[Dataset entries]
──────────

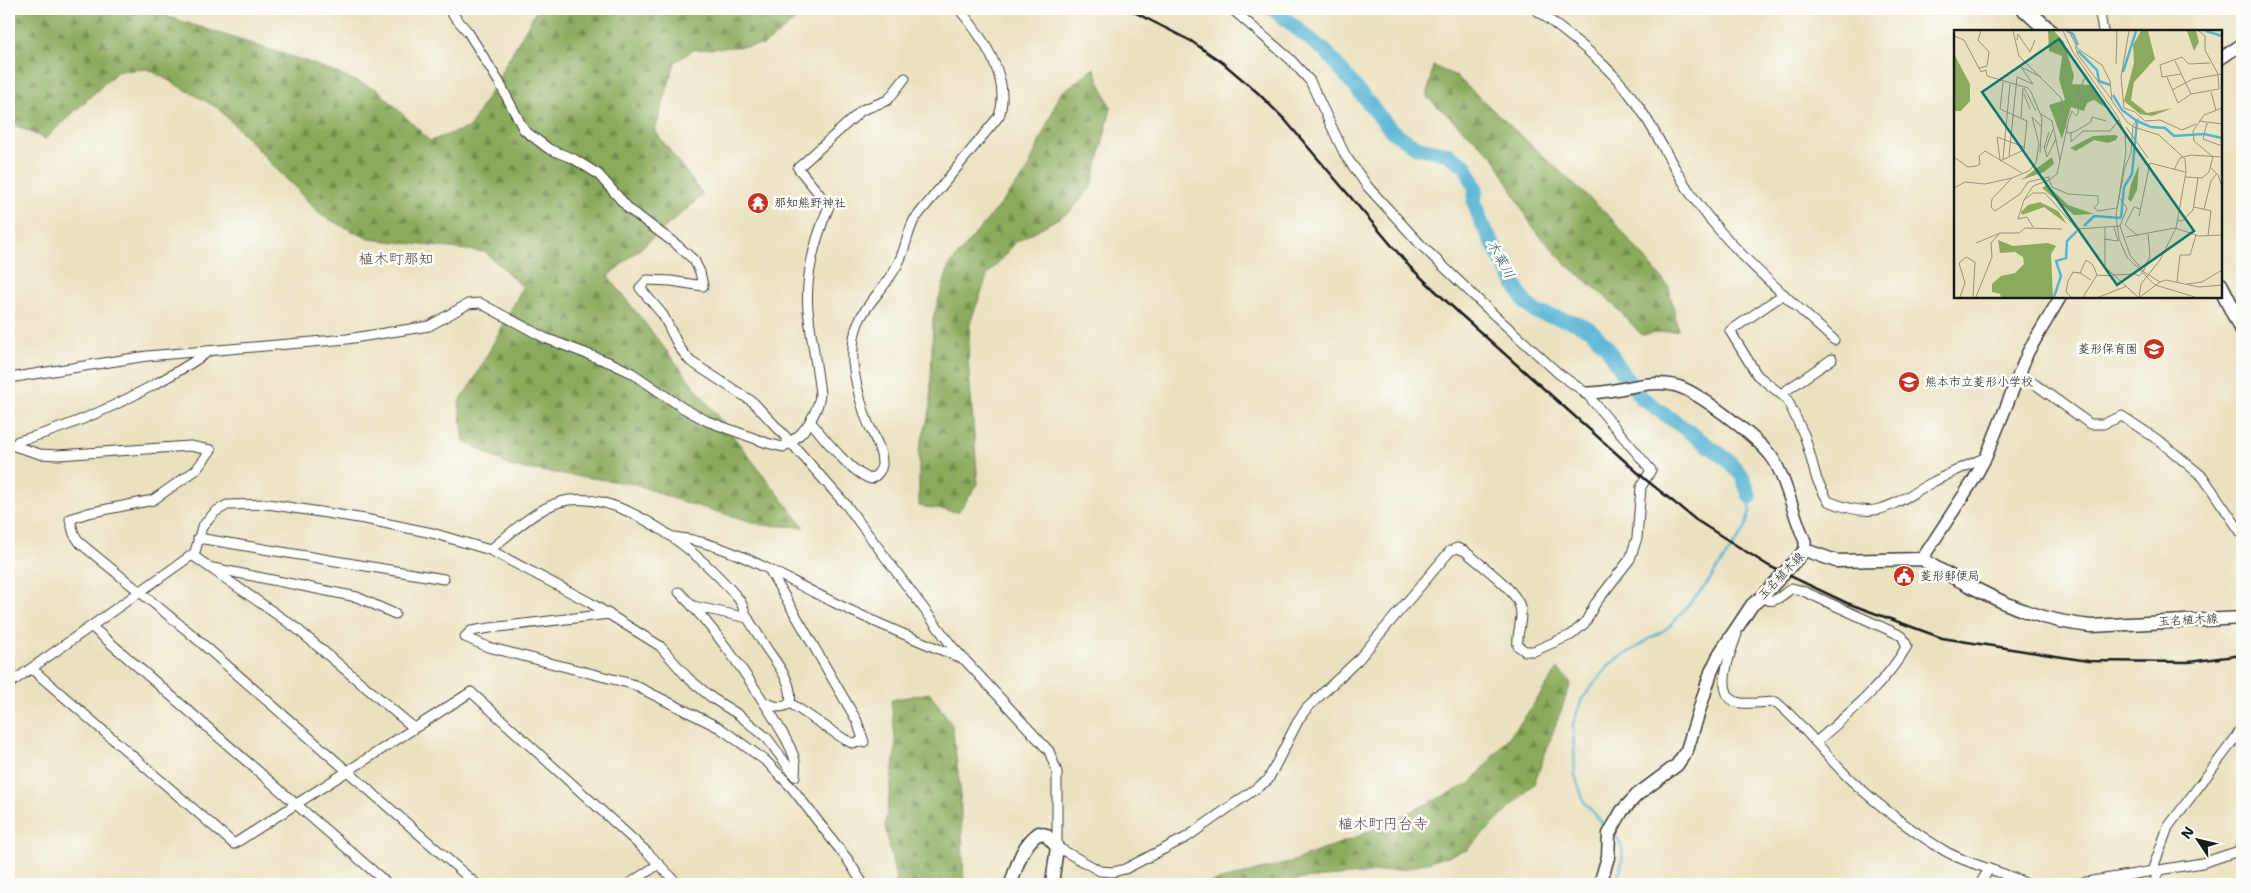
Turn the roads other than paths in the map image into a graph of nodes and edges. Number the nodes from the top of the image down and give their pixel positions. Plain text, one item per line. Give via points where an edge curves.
1 (448, 9) edge
2 (959, 9) edge
3 (1232, 9) edge
4 (1535, 9) edge
5 (2025, 9) edge
6 (2100, 9) edge
7 (2048, 30) edge
8 (2104, 30) edge
9 (2242, 44) edge
10 (2221, 58) edge
11 (905, 78) dead end
12 (2221, 287) edge
13 (1784, 294) junction
14 (2060, 298) edge
15 (2242, 329) edge
16 (1834, 340) dead end
17 (209, 350) junction
18 (1832, 359) dead end
19 (2018, 372) junction
20 (9, 378) edge
21 (1586, 393) junction
22 (1781, 394) junction
23 (810, 421) junction
24 (787, 442) junction
25 (1986, 457) junction
26 (2242, 534) edge
27 (674, 537) junction
28 (198, 538) junction
29 (490, 550) junction
30 (1805, 550) junction
31 (192, 555) junction
32 (1922, 559) junction
33 (210, 568) junction
34 (770, 571) junction
35 (444, 579) dead end
36 (140, 592) junction
37 (679, 592) dead end
38 (1762, 597) junction
39 (693, 606) junction
40 (395, 614) dead end
41 (609, 614) junction
42 (748, 618) junction
43 (2242, 618) edge
44 (1742, 620) junction
45 (92, 627) junction
46 (964, 660) junction
47 (32, 669) junction
48 (9, 684) edge
49 (764, 702) junction
50 (790, 703) junction
51 (2242, 726) edge
52 (414, 728) junction
53 (1816, 742) junction
54 (348, 771) junction
55 (795, 776) junction
56 (792, 788) junction
57 (297, 804) junction
58 (1057, 847) junction
59 (2242, 850) edge
60 (659, 864) junction
61 (1989, 869) junction
62 (2156, 871) junction
63 (388, 884) edge
64 (476, 884) edge
65 (630, 884) edge
66 (678, 884) edge
67 (863, 884) edge
68 (1011, 884) edge
69 (1052, 884) edge
70 (1600, 884) edge
71 (1980, 884) edge
72 (2027, 884) edge
73 (2074, 884) edge
74 (2153, 884) edge

1 - 24 street via 468,32 524,130 548,149 574,159 598,174 629,209 694,260 703,286 647,280 640,288 663,315 690,361 753,402 787,438
2 - 23 street via 996,67 1002,107 914,220 895,270 859,317 853,362 856,385 880,451 882,466 878,474 871,479 866,478
3 - 21 street via 1290,59 1310,81 1345,155 1374,194 1421,245 1558,373
4 - 13 street via 1570,35 1614,76 1636,103 1697,202 1743,257
5 - 7 main road
6 - 8 street
9 - 10 street
11 - 23 street via 888,100 862,110 798,168 829,206 819,230 811,268 808,308 820,394 819,407
12 - 15 main road
13 - 16 street
13 - 22 street via 1730,331 1757,375
14 - 19 street
17 - 20 street via 147,356
17 - 24 street via 328,341 429,326 468,304 480,303 545,338 632,373 707,421 779,447
17 - 36 street via 191,365 102,412 18,441 14,446 40,454 58,455 190,446 211,450 196,470 153,500 88,512 70,519 80,543
18 - 22 street
19 - 25 street
19 - 26 street via 2090,424 2103,424 2122,416 2161,442 2203,478
21 - 30 street via 1604,394 1644,385 1672,384 1700,397 1772,456 1805,541
21 - 58 street via 1651,470 1641,487 1637,538 1630,559 1595,604 1585,623 1571,635 1534,651 1525,651 1518,646 1520,607 1514,595 1457,548 1450,551 1358,660 1307,708 1268,780 1187,837 1125,869 1100,871
22 - 25 street via 1787,399 1805,437 1828,501 1842,506 1869,511 1887,507
23 - 24 street via 793,440
24 - 46 street via 847,506
25 - 32 street via 1957,508
27 - 29 street via 660,527 605,502 568,500 534,516
27 - 34 street via 710,545
27 - 42 street via 738,598
28 - 29 street via 214,512 227,505 268,504 365,519 432,533
28 - 31 street
28 - 35 street
29 - 41 street
30 - 32 main road, 玉名植木線 via 1836,561
30 - 38 main road, 玉名植木線
31 - 33 street
31 - 36 street
32 - 43 main road, 玉名植木線 via 2004,604 2068,624 2091,626
33 - 40 street via 357,597
33 - 52 street via 296,628
34 - 46 street via 857,614
34 - 50 street via 857,721 864,742 852,743 844,739
36 - 45 street
36 - 54 street
37 - 39 street
38 - 44 main road, 玉名植木線
38 - 53 street via 1776,601 1792,588 1803,591 1902,636 1907,646 1880,683
39 - 42 street
39 - 49 street
41 - 55 street via 660,646 688,678 767,738
41 - 56 street via 471,631 465,637 488,647 632,684 720,728 766,761
42 - 50 street via 790,687
44 - 53 street via 1726,664 1729,696 1739,703 1776,702
44 - 70 main road, 玉名植木線 via 1711,672 1687,750 1677,765 1637,795 1618,819 1610,834 1608,857
45 - 47 street
45 - 57 street
46 - 58 street via 1031,729 1052,756 1057,772
47 - 48 street
47 - 57 street via 234,844
49 - 50 street via 778,708
49 - 55 street via 792,751 796,762
51 - 62 street via 2168,826
52 - 54 street
52 - 60 street via 470,692
53 - 61 street via 1853,782 1897,817 1946,851 1980,868
54 - 57 street
54 - 64 street
55 - 56 street
56 - 67 street
57 - 63 street
58 - 68 main road via 1046,835 1039,833 1031,839 1018,861
58 - 69 main road
59 - 62 street via 2202,863
60 - 65 street
60 - 66 street
61 - 71 street
61 - 72 street
62 - 73 street
62 - 74 street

──────────

> REQUIRED WORK
Render all entries verbatim, excluding any pictures they hold.

> ANSWER SPACE
Turn the roads other than paths in the map image into a graph of nodes and edges. Number the nodes from the top of the image down and give their pixel positions. Plain text, one item per line. Give via points where an edge curves.
1 (448, 9) edge
2 (959, 9) edge
3 (1232, 9) edge
4 (1535, 9) edge
5 (2025, 9) edge
6 (2100, 9) edge
7 (2048, 30) edge
8 (2104, 30) edge
9 (2242, 44) edge
10 (2221, 58) edge
11 (905, 78) dead end
12 (2221, 287) edge
13 (1784, 294) junction
14 (2060, 298) edge
15 (2242, 329) edge
16 (1834, 340) dead end
17 (209, 350) junction
18 (1832, 359) dead end
19 (2018, 372) junction
20 (9, 378) edge
21 (1586, 393) junction
22 (1781, 394) junction
23 (810, 421) junction
24 (787, 442) junction
25 (1986, 457) junction
26 (2242, 534) edge
27 (674, 537) junction
28 (198, 538) junction
29 (490, 550) junction
30 (1805, 550) junction
31 (192, 555) junction
32 (1922, 559) junction
33 (210, 568) junction
34 (770, 571) junction
35 (444, 579) dead end
36 (140, 592) junction
37 (679, 592) dead end
38 (1762, 597) junction
39 (693, 606) junction
40 (395, 614) dead end
41 (609, 614) junction
42 (748, 618) junction
43 (2242, 618) edge
44 (1742, 620) junction
45 (92, 627) junction
46 (964, 660) junction
47 (32, 669) junction
48 (9, 684) edge
49 (764, 702) junction
50 (790, 703) junction
51 (2242, 726) edge
52 (414, 728) junction
53 (1816, 742) junction
54 (348, 771) junction
55 (795, 776) junction
56 (792, 788) junction
57 (297, 804) junction
58 (1057, 847) junction
59 (2242, 850) edge
60 (659, 864) junction
61 (1989, 869) junction
62 (2156, 871) junction
63 (388, 884) edge
64 (476, 884) edge
65 (630, 884) edge
66 (678, 884) edge
67 (863, 884) edge
68 (1011, 884) edge
69 (1052, 884) edge
70 (1600, 884) edge
71 (1980, 884) edge
72 (2027, 884) edge
73 (2074, 884) edge
74 (2153, 884) edge

1 - 24 street via 468,32 524,130 548,149 574,159 598,174 629,209 694,260 703,286 647,280 640,288 663,315 690,361 753,402 787,438
2 - 23 street via 996,67 1002,107 914,220 895,270 859,317 853,362 856,385 880,451 882,466 878,474 871,479 866,478
3 - 21 street via 1290,59 1310,81 1345,155 1374,194 1421,245 1558,373
4 - 13 street via 1570,35 1614,76 1636,103 1697,202 1743,257
5 - 7 main road
6 - 8 street
9 - 10 street
11 - 23 street via 888,100 862,110 798,168 829,206 819,230 811,268 808,308 820,394 819,407
12 - 15 main road
13 - 16 street
13 - 22 street via 1730,331 1757,375
14 - 19 street
17 - 20 street via 147,356
17 - 24 street via 328,341 429,326 468,304 480,303 545,338 632,373 707,421 779,447
17 - 36 street via 191,365 102,412 18,441 14,446 40,454 58,455 190,446 211,450 196,470 153,500 88,512 70,519 80,543
18 - 22 street
19 - 25 street
19 - 26 street via 2090,424 2103,424 2122,416 2161,442 2203,478
21 - 30 street via 1604,394 1644,385 1672,384 1700,397 1772,456 1805,541
21 - 58 street via 1651,470 1641,487 1637,538 1630,559 1595,604 1585,623 1571,635 1534,651 1525,651 1518,646 1520,607 1514,595 1457,548 1450,551 1358,660 1307,708 1268,780 1187,837 1125,869 1100,871
22 - 25 street via 1787,399 1805,437 1828,501 1842,506 1869,511 1887,507
23 - 24 street via 793,440
24 - 46 street via 847,506
25 - 32 street via 1957,508
27 - 29 street via 660,527 605,502 568,500 534,516
27 - 34 street via 710,545
27 - 42 street via 738,598
28 - 29 street via 214,512 227,505 268,504 365,519 432,533
28 - 31 street
28 - 35 street
29 - 41 street
30 - 32 main road, 玉名植木線 via 1836,561
30 - 38 main road, 玉名植木線
31 - 33 street
31 - 36 street
32 - 43 main road, 玉名植木線 via 2004,604 2068,624 2091,626
33 - 40 street via 357,597
33 - 52 street via 296,628
34 - 46 street via 857,614
34 - 50 street via 857,721 864,742 852,743 844,739
36 - 45 street
36 - 54 street
37 - 39 street
38 - 44 main road, 玉名植木線
38 - 53 street via 1776,601 1792,588 1803,591 1902,636 1907,646 1880,683
39 - 42 street
39 - 49 street
41 - 55 street via 660,646 688,678 767,738
41 - 56 street via 471,631 465,637 488,647 632,684 720,728 766,761
42 - 50 street via 790,687
44 - 53 street via 1726,664 1729,696 1739,703 1776,702
44 - 70 main road, 玉名植木線 via 1711,672 1687,750 1677,765 1637,795 1618,819 1610,834 1608,857
45 - 47 street
45 - 57 street
46 - 58 street via 1031,729 1052,756 1057,772
47 - 48 street
47 - 57 street via 234,844
49 - 50 street via 778,708
49 - 55 street via 792,751 796,762
51 - 62 street via 2168,826
52 - 54 street
52 - 60 street via 470,692
53 - 61 street via 1853,782 1897,817 1946,851 1980,868
54 - 57 street
54 - 64 street
55 - 56 street
56 - 67 street
57 - 63 street
58 - 68 main road via 1046,835 1039,833 1031,839 1018,861
58 - 69 main road
59 - 62 street via 2202,863
60 - 65 street
60 - 66 street
61 - 71 street
61 - 72 street
62 - 73 street
62 - 74 street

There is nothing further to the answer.